### Provided data
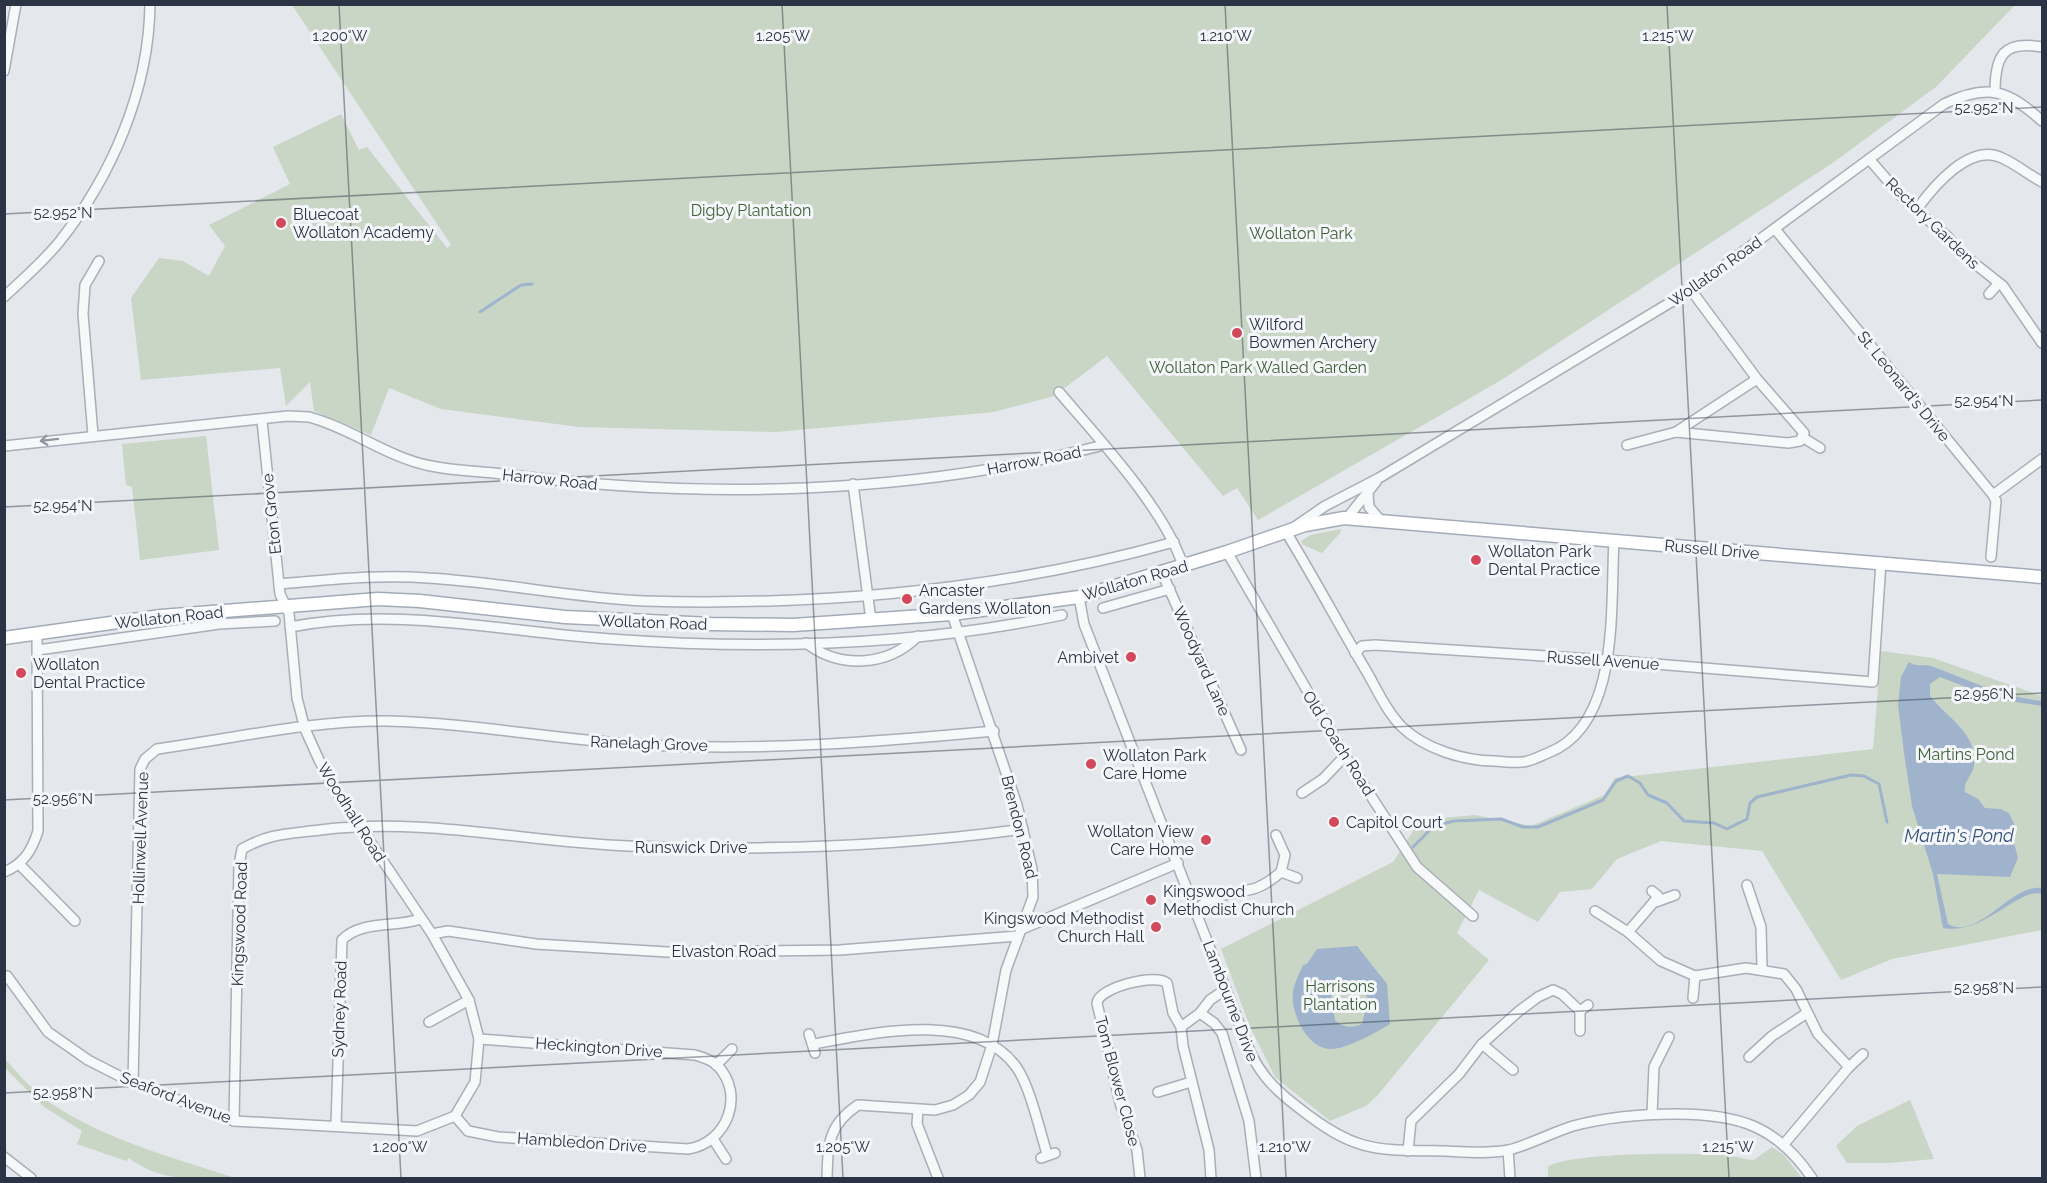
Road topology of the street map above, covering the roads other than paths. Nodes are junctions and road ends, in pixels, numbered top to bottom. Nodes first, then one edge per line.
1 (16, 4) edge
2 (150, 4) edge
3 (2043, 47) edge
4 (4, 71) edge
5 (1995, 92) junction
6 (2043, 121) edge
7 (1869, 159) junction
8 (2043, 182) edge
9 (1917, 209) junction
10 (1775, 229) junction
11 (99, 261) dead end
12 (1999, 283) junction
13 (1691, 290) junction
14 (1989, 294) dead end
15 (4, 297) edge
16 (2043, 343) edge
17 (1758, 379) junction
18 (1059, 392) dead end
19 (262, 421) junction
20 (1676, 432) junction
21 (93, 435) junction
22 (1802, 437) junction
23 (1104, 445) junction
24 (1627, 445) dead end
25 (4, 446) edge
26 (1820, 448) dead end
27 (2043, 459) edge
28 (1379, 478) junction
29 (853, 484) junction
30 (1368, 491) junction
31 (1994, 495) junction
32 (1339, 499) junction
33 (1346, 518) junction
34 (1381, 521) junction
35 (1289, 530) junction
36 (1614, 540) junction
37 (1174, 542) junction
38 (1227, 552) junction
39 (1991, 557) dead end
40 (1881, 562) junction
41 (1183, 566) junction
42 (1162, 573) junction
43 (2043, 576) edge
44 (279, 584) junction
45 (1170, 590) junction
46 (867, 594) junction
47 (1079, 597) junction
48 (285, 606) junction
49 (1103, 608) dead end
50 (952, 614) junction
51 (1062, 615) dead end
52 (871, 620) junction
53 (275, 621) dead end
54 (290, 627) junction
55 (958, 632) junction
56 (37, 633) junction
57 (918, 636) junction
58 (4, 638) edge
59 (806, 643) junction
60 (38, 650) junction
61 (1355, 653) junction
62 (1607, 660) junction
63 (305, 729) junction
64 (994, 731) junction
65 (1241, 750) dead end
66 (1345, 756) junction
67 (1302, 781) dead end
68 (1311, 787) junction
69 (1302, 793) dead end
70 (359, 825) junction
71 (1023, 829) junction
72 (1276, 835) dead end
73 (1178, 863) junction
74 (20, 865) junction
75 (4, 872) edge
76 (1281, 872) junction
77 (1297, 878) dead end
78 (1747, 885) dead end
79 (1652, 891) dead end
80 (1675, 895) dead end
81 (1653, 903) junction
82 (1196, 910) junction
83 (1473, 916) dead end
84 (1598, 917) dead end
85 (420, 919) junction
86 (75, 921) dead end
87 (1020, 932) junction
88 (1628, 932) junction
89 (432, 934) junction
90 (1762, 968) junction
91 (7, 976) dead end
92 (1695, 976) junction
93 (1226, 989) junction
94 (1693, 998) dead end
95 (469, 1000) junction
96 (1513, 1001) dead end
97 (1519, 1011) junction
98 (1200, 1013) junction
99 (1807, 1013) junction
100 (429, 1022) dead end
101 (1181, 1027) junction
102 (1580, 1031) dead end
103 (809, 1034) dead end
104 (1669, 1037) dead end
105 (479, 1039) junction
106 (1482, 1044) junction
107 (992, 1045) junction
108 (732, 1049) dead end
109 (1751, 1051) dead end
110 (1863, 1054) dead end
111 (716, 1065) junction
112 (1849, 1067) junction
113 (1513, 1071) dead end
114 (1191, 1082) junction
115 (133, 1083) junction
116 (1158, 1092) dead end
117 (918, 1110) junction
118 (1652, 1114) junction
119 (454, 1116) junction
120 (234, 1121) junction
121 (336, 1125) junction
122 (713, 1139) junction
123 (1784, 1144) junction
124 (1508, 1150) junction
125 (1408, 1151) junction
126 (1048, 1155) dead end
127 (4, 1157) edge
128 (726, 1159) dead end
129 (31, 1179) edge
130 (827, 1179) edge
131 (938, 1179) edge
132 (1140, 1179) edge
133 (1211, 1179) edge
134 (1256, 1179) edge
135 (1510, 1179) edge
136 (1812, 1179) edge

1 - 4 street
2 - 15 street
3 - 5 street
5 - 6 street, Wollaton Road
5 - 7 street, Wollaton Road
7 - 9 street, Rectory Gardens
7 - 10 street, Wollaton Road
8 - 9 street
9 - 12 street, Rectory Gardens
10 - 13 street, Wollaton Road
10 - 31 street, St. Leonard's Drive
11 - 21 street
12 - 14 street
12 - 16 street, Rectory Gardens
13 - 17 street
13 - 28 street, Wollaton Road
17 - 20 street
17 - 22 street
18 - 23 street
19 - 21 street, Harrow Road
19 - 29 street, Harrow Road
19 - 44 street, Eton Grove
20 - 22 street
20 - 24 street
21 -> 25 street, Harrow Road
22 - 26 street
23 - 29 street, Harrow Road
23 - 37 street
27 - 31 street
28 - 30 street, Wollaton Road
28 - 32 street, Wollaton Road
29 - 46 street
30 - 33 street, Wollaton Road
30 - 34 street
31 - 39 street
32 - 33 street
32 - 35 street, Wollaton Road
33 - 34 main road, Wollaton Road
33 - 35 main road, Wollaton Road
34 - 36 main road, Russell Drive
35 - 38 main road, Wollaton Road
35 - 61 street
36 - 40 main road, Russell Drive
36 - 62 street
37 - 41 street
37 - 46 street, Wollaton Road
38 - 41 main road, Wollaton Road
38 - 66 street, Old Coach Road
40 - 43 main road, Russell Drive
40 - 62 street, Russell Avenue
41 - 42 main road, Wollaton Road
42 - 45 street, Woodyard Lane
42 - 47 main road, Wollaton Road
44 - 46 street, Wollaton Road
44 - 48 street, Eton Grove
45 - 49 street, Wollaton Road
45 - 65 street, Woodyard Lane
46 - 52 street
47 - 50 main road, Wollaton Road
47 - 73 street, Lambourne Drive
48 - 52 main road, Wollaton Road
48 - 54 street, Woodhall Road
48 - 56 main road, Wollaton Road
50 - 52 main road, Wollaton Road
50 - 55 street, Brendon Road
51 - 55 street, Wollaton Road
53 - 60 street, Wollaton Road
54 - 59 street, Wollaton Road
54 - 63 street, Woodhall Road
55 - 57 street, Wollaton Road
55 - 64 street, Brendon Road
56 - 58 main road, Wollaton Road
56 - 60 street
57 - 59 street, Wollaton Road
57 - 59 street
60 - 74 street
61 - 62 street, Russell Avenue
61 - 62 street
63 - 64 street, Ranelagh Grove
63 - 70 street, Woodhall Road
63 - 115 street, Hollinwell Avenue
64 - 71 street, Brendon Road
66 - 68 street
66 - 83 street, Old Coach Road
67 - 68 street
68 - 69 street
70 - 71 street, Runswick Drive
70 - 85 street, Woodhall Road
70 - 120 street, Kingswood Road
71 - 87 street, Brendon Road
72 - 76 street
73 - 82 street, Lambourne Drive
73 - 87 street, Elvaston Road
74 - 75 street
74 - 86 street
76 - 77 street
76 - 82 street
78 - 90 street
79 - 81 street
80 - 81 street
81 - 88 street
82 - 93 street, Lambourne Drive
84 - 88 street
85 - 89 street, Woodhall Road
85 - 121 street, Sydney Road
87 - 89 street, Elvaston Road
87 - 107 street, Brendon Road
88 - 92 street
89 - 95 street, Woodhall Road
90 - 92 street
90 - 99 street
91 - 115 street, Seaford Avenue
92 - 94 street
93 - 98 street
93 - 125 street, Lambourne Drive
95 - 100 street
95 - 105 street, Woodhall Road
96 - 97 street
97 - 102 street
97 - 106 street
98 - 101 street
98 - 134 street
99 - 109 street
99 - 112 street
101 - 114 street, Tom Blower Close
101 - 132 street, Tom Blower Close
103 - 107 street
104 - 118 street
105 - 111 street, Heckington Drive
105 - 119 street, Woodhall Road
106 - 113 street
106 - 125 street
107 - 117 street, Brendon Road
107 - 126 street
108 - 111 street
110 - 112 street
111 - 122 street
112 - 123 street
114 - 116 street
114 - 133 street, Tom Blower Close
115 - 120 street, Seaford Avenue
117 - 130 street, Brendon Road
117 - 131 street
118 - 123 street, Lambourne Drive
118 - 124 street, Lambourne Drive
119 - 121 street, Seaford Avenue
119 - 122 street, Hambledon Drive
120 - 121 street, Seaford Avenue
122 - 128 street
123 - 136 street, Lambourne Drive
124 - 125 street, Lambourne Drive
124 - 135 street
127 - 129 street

### Work required
When a line in the listing includes the word "Woodyard", report that line in full.

### Reply
42 - 45 street, Woodyard Lane
45 - 65 street, Woodyard Lane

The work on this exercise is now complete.